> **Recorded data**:
******************************
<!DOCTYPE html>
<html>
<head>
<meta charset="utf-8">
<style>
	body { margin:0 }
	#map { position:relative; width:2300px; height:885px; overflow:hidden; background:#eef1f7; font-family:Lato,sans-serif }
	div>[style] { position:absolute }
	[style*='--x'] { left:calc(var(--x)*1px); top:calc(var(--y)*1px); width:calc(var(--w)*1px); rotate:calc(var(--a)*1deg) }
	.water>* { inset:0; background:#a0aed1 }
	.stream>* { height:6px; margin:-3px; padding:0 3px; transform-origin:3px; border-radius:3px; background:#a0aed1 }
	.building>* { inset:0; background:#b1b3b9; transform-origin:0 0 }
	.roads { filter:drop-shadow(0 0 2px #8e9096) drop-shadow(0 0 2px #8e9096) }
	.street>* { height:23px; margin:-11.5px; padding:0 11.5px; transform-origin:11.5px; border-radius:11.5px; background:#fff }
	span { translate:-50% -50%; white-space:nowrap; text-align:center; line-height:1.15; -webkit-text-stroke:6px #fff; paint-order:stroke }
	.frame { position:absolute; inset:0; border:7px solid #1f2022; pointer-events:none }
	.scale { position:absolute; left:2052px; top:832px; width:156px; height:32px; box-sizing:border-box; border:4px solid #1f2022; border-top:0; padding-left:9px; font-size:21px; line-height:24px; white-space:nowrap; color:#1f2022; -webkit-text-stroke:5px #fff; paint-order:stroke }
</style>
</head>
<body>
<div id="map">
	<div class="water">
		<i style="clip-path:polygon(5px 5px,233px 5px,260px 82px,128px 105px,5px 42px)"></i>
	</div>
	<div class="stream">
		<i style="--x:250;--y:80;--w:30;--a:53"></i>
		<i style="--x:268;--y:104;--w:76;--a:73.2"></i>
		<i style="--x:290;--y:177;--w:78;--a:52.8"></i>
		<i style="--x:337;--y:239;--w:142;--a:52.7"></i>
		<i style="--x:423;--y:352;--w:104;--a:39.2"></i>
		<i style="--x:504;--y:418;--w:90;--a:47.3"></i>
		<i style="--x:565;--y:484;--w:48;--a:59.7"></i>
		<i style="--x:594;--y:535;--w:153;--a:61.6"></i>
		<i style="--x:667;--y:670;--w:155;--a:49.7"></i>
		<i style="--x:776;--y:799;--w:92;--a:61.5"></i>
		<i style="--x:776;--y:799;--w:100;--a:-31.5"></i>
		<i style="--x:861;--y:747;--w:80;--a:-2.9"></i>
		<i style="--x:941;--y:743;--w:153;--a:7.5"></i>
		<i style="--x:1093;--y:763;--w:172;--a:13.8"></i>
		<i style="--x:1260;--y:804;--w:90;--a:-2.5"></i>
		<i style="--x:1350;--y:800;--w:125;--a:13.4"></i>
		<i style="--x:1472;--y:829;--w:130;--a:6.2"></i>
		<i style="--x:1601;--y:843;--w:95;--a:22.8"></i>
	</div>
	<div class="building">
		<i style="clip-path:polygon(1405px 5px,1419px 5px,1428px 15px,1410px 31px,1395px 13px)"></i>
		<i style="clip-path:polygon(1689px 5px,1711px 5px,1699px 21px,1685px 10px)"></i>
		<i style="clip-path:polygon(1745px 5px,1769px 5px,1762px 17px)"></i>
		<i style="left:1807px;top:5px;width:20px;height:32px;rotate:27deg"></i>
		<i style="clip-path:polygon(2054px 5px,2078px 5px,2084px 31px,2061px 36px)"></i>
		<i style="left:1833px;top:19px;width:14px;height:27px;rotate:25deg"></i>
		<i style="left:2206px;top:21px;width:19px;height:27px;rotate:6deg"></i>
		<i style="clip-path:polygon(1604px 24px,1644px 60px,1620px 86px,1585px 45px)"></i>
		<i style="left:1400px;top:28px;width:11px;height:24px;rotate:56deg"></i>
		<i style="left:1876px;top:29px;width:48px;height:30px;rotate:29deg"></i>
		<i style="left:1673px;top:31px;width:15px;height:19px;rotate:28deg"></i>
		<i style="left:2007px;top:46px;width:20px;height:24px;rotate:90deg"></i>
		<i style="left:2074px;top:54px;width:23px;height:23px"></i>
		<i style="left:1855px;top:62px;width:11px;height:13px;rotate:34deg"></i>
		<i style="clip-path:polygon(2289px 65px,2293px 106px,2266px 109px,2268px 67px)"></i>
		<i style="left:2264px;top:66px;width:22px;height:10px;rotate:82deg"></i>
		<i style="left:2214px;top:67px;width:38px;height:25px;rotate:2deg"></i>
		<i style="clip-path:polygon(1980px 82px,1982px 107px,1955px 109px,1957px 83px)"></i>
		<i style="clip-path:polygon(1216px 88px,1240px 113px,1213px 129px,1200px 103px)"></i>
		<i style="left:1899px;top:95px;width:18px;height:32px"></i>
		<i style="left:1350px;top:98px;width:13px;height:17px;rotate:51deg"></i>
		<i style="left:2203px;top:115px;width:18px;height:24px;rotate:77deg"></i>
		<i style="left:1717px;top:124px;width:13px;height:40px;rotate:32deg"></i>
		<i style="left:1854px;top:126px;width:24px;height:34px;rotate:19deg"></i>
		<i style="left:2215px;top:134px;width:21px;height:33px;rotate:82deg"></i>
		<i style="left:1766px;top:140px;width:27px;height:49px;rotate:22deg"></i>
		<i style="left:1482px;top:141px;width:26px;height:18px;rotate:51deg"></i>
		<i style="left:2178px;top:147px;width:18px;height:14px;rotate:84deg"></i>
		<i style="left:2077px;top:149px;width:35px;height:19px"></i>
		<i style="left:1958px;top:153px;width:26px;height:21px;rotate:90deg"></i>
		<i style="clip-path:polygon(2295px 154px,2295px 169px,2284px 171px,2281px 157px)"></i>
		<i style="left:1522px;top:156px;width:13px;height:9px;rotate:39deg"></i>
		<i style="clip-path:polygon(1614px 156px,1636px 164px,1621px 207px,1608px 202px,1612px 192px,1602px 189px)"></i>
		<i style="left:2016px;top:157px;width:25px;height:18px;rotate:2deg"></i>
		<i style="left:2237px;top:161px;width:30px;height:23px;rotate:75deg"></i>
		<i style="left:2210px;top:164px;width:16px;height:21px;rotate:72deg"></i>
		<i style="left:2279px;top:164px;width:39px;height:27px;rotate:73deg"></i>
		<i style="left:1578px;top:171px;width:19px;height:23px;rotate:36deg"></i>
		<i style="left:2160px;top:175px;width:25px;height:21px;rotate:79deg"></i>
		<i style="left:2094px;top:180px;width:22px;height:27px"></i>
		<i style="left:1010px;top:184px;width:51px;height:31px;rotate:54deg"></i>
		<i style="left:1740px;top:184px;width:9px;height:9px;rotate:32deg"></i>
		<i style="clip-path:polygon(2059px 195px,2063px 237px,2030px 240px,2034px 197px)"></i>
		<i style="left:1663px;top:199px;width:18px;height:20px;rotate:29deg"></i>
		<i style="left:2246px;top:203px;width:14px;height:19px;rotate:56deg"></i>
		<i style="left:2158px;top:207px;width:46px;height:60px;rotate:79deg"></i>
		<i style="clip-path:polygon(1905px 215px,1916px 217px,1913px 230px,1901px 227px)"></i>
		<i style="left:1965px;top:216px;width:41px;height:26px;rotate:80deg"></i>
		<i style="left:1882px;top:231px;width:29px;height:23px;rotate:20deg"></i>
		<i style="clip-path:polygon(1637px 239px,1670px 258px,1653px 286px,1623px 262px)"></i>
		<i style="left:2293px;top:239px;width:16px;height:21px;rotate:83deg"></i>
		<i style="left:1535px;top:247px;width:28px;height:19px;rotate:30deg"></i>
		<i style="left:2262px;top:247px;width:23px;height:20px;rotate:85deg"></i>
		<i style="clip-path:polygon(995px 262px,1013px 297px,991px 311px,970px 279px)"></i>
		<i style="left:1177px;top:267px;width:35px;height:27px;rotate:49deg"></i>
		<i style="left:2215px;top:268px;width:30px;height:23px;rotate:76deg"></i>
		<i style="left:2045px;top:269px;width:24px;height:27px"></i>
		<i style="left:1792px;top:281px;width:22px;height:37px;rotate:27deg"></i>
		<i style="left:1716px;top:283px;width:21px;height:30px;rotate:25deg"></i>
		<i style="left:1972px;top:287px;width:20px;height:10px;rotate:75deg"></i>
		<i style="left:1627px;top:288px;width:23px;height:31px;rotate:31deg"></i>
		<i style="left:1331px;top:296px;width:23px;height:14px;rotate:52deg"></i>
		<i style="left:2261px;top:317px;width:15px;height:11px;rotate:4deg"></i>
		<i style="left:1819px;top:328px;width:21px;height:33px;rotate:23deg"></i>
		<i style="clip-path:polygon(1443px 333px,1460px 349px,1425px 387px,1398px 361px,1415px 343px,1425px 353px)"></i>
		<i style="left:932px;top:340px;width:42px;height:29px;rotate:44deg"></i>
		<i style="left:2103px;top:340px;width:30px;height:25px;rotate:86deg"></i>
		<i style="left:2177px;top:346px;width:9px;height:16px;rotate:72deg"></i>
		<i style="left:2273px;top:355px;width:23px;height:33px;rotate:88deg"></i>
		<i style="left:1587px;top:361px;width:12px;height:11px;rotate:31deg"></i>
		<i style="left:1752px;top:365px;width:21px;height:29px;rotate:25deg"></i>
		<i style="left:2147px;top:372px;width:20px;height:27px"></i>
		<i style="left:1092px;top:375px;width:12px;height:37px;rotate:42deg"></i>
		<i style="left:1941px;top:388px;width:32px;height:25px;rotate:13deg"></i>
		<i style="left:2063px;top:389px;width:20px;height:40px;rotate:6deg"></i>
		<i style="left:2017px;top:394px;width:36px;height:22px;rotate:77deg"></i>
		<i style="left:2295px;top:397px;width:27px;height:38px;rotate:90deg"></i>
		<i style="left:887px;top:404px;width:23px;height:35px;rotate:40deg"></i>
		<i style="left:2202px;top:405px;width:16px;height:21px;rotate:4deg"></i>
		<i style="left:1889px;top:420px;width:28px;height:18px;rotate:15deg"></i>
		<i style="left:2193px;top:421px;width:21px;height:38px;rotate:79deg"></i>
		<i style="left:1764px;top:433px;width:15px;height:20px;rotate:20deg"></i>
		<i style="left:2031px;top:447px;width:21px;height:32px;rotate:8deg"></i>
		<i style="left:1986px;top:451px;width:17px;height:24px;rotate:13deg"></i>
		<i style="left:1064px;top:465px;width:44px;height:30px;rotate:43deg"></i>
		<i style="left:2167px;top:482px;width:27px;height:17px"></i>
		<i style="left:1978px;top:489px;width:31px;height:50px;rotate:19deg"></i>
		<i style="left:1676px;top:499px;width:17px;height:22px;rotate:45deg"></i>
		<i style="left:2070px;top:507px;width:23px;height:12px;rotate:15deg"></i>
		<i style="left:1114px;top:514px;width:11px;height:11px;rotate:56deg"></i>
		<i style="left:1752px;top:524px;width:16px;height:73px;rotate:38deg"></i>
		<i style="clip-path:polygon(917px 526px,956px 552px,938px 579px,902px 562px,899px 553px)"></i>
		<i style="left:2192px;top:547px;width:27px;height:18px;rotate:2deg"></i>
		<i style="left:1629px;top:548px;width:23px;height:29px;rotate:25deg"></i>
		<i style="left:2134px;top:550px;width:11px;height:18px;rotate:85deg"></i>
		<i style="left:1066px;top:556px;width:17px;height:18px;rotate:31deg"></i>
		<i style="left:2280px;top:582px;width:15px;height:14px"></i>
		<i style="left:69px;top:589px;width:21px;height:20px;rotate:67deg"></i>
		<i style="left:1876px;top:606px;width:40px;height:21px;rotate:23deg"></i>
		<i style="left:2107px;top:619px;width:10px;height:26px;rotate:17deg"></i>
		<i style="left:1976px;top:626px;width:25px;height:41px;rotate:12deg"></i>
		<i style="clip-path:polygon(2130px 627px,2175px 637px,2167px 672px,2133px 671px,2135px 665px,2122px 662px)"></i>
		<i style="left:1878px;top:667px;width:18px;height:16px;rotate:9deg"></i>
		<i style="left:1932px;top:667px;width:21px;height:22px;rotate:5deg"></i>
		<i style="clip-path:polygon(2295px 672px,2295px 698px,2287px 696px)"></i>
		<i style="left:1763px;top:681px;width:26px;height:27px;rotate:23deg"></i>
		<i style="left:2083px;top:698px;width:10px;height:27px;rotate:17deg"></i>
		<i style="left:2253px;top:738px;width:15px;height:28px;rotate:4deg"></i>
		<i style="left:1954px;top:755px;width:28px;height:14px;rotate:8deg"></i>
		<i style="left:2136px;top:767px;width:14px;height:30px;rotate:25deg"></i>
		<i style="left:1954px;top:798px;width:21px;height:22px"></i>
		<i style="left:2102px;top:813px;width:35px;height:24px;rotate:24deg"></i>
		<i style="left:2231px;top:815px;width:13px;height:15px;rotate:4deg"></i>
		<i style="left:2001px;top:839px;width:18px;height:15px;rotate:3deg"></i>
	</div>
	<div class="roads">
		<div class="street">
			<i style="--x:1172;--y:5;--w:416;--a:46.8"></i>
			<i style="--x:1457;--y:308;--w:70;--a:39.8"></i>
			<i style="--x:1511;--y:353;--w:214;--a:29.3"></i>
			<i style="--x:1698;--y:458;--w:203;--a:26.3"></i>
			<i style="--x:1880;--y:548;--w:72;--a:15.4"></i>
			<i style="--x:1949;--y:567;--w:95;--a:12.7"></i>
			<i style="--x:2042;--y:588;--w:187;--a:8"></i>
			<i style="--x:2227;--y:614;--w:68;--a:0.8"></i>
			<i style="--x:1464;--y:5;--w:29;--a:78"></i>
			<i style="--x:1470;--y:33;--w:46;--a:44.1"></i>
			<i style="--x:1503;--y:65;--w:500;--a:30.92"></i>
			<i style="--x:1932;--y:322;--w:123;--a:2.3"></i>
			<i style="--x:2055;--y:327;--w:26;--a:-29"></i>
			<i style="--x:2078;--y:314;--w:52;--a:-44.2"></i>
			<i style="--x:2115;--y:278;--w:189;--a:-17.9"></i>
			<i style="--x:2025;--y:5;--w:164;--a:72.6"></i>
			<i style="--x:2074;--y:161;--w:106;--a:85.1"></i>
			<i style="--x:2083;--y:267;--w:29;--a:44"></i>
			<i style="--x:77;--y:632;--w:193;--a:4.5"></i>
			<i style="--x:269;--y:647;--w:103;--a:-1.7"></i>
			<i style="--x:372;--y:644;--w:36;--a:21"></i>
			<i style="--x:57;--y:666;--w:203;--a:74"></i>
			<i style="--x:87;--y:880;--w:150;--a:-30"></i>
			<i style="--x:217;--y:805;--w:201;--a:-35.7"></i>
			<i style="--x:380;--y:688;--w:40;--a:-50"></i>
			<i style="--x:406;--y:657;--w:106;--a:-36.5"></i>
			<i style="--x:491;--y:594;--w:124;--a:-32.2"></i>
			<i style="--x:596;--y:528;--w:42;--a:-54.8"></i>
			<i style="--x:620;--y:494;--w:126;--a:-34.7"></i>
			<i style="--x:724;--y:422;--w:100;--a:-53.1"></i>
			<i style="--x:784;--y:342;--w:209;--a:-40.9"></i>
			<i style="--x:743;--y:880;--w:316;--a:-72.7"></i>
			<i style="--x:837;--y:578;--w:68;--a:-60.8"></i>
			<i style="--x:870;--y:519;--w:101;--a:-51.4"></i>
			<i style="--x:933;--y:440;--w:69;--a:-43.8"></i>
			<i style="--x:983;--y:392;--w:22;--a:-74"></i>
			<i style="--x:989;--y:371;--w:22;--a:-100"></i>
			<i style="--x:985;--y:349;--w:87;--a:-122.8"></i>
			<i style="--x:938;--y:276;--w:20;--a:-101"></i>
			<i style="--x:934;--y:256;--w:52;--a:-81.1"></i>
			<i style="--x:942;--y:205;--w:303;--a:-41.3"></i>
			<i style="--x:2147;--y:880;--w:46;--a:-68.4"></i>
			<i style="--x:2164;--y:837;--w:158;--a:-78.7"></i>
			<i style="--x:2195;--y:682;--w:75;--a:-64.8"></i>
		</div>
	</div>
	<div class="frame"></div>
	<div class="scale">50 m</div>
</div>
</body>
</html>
******************************
> **Work instruction**: If a line above holds the string "stream", copy it out.

> **Exercise response**:
	.stream>* { height:6px; margin:-3px; padding:0 3px; transform-origin:3px; border-radius:3px; background:#a0aed1 }
	<div class="stream">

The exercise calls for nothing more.